AUS: Coca-Cola Amatil's supermarket woes hit H1 profits
- H1 net profits down 12% to AUD215.9m (US$195.5m)
- Net sales down 3% to AUD2.35bn
- Operating profits down 15% to AUD166.7m
CCA is boosting its alcohol portfolio
Coca-Cola Amatil (CCA) has posted a fall in first-half sales and profits as gains overseas failed to offset weak domestic supermarket sales.
Net profits fell by 12% to AUD215.9m (US$195.5m) in the six months to the end of June, the Sydney-based Coca-Cola bottler said today (20 August). Net sales dipped by 3% to AUD2.35bn over the same period while operating profits were down by 15% to AUD166.7m.
The company did not release second-quarter numbers.
Australia - which accounts for around half of CCA's sales and 70% of EBIT - posted a 6% drop in sales and a 10% fall in EBIT. CCA blamed weakness in the country's grocery channel and “aggressive competitor pricing”.
New Zealand & Fiji bounced back from disappointing full-year results, when the unit posted a 12% operating profits drop. First-half sales in the region were up 6.5% and EBIT was up 10%, helped by cost savings including a 10% cut in staff since last year, CCA said.
Indonesia & Papua New Guinea (PNG) enjoyed another strong performance, with a 1% rise in sales and 12% jump in EBIT adding to FY's double-digit volume and earnings growth.
The growth came despite “challenging” conditions in PNG, which is experiencing a slowdown, CCA said.
CCA group MD Terry Davis said: “The positive for the half was the outstanding performance of the Indonesian business, which delivered double-digit volume and earnings growth whilst improving on its return on invested capital. The Australian beverage non-grocery channel performed well, delivering volume and earnings growth, while the New Zealand and Fiji businesses also returned to solid earnings growth.”
CCA said its Beam portfolio continued to “perform strongly” driven by Jim Beam extensions Jim Beam Honey and Devil's Cut.
“Another highlight was the growth of Teachers Scotch, which increased volumes around 90% driven by a strong promotional programme,” CCA said. The company today said it has extended its Beam link-up for a further ten years.
Looking ahead, CCA said it is on track to deliver up to AUD40m in cost savings from an efficiency programme launched at the beginning of the year. The company also said it hopes to gain a 1% incremental EBIT growth from its alcoholic drinks from next year onwards. It follows CCA's brewing JV agreement with winery Casella and its long-term exclusive agreement to distribute Rekorderlig cider, both announced last year.

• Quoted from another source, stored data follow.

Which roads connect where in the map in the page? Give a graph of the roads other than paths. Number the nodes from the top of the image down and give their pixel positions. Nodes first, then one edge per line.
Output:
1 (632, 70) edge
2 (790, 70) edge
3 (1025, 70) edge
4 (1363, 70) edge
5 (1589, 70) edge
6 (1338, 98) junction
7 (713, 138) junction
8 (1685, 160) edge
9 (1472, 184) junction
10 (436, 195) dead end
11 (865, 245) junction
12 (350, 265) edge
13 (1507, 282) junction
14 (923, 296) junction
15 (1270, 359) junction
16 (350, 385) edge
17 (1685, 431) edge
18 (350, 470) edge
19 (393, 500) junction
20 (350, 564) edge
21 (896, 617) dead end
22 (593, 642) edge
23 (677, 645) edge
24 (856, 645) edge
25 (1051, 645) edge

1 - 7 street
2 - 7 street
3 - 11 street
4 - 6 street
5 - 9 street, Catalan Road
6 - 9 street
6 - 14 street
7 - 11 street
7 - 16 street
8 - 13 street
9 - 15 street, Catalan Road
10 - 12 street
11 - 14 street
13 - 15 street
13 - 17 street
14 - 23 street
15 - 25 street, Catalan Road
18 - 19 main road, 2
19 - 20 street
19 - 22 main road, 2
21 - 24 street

Today, CCA said it has signed an exclusive agreement to distribute Molson Coors premium beers in Australia and the C&C Group’s beer and cider portfolio in New Zealand and the Pacific region, together with the development of a domestic premium and craft beer portfolio.
CCA's share price closed down 5.5% in today's trading on the Australian Securities Exchange.